━━ Material provided ━━
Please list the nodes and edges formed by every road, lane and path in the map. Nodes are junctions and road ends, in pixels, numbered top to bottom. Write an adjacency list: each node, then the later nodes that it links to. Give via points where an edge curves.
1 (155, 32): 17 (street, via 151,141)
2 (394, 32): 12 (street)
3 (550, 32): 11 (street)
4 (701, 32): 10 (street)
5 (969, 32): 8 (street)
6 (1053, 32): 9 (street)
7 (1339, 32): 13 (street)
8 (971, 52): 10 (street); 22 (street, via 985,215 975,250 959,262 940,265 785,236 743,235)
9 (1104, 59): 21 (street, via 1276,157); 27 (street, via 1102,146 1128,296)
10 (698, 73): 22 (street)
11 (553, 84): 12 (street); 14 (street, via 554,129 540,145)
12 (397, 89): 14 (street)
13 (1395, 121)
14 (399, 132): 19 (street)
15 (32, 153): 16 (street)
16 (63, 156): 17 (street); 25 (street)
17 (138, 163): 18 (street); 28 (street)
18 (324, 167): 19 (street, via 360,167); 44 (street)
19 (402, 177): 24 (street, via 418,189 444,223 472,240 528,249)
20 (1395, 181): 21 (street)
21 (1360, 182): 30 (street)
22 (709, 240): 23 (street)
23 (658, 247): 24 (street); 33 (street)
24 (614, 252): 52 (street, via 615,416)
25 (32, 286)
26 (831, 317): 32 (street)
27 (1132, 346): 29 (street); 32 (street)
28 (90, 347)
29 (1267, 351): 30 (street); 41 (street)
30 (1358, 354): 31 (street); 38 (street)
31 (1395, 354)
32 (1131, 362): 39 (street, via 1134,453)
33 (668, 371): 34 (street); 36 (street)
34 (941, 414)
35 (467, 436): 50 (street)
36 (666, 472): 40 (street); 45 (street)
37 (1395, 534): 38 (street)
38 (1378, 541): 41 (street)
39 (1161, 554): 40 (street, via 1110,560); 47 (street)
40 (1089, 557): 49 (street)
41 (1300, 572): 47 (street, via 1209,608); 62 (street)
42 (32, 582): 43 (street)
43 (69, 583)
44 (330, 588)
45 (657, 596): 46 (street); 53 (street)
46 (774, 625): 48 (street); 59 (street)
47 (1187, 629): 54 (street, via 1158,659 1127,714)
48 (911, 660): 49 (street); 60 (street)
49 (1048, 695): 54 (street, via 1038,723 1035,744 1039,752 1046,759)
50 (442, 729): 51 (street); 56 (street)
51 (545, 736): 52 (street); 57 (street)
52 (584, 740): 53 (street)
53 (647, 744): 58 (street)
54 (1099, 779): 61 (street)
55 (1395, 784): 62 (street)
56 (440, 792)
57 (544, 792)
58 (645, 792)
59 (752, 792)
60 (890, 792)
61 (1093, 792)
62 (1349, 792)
━━━
(Required action)
Print the entries once more, identical in every line.

(Written response)
Please list the nodes and edges formed by every road, lane and path in the map. Nodes are junctions and road ends, in pixels, numbered top to bottom. Write an adjacency list: each node, then the later nodes that it links to. Give via points where an edge curves.
1 (155, 32): 17 (street, via 151,141)
2 (394, 32): 12 (street)
3 (550, 32): 11 (street)
4 (701, 32): 10 (street)
5 (969, 32): 8 (street)
6 (1053, 32): 9 (street)
7 (1339, 32): 13 (street)
8 (971, 52): 10 (street); 22 (street, via 985,215 975,250 959,262 940,265 785,236 743,235)
9 (1104, 59): 21 (street, via 1276,157); 27 (street, via 1102,146 1128,296)
10 (698, 73): 22 (street)
11 (553, 84): 12 (street); 14 (street, via 554,129 540,145)
12 (397, 89): 14 (street)
13 (1395, 121)
14 (399, 132): 19 (street)
15 (32, 153): 16 (street)
16 (63, 156): 17 (street); 25 (street)
17 (138, 163): 18 (street); 28 (street)
18 (324, 167): 19 (street, via 360,167); 44 (street)
19 (402, 177): 24 (street, via 418,189 444,223 472,240 528,249)
20 (1395, 181): 21 (street)
21 (1360, 182): 30 (street)
22 (709, 240): 23 (street)
23 (658, 247): 24 (street); 33 (street)
24 (614, 252): 52 (street, via 615,416)
25 (32, 286)
26 (831, 317): 32 (street)
27 (1132, 346): 29 (street); 32 (street)
28 (90, 347)
29 (1267, 351): 30 (street); 41 (street)
30 (1358, 354): 31 (street); 38 (street)
31 (1395, 354)
32 (1131, 362): 39 (street, via 1134,453)
33 (668, 371): 34 (street); 36 (street)
34 (941, 414)
35 (467, 436): 50 (street)
36 (666, 472): 40 (street); 45 (street)
37 (1395, 534): 38 (street)
38 (1378, 541): 41 (street)
39 (1161, 554): 40 (street, via 1110,560); 47 (street)
40 (1089, 557): 49 (street)
41 (1300, 572): 47 (street, via 1209,608); 62 (street)
42 (32, 582): 43 (street)
43 (69, 583)
44 (330, 588)
45 (657, 596): 46 (street); 53 (street)
46 (774, 625): 48 (street); 59 (street)
47 (1187, 629): 54 (street, via 1158,659 1127,714)
48 (911, 660): 49 (street); 60 (street)
49 (1048, 695): 54 (street, via 1038,723 1035,744 1039,752 1046,759)
50 (442, 729): 51 (street); 56 (street)
51 (545, 736): 52 (street); 57 (street)
52 (584, 740): 53 (street)
53 (647, 744): 58 (street)
54 (1099, 779): 61 (street)
55 (1395, 784): 62 (street)
56 (440, 792)
57 (544, 792)
58 (645, 792)
59 (752, 792)
60 (890, 792)
61 (1093, 792)
62 (1349, 792)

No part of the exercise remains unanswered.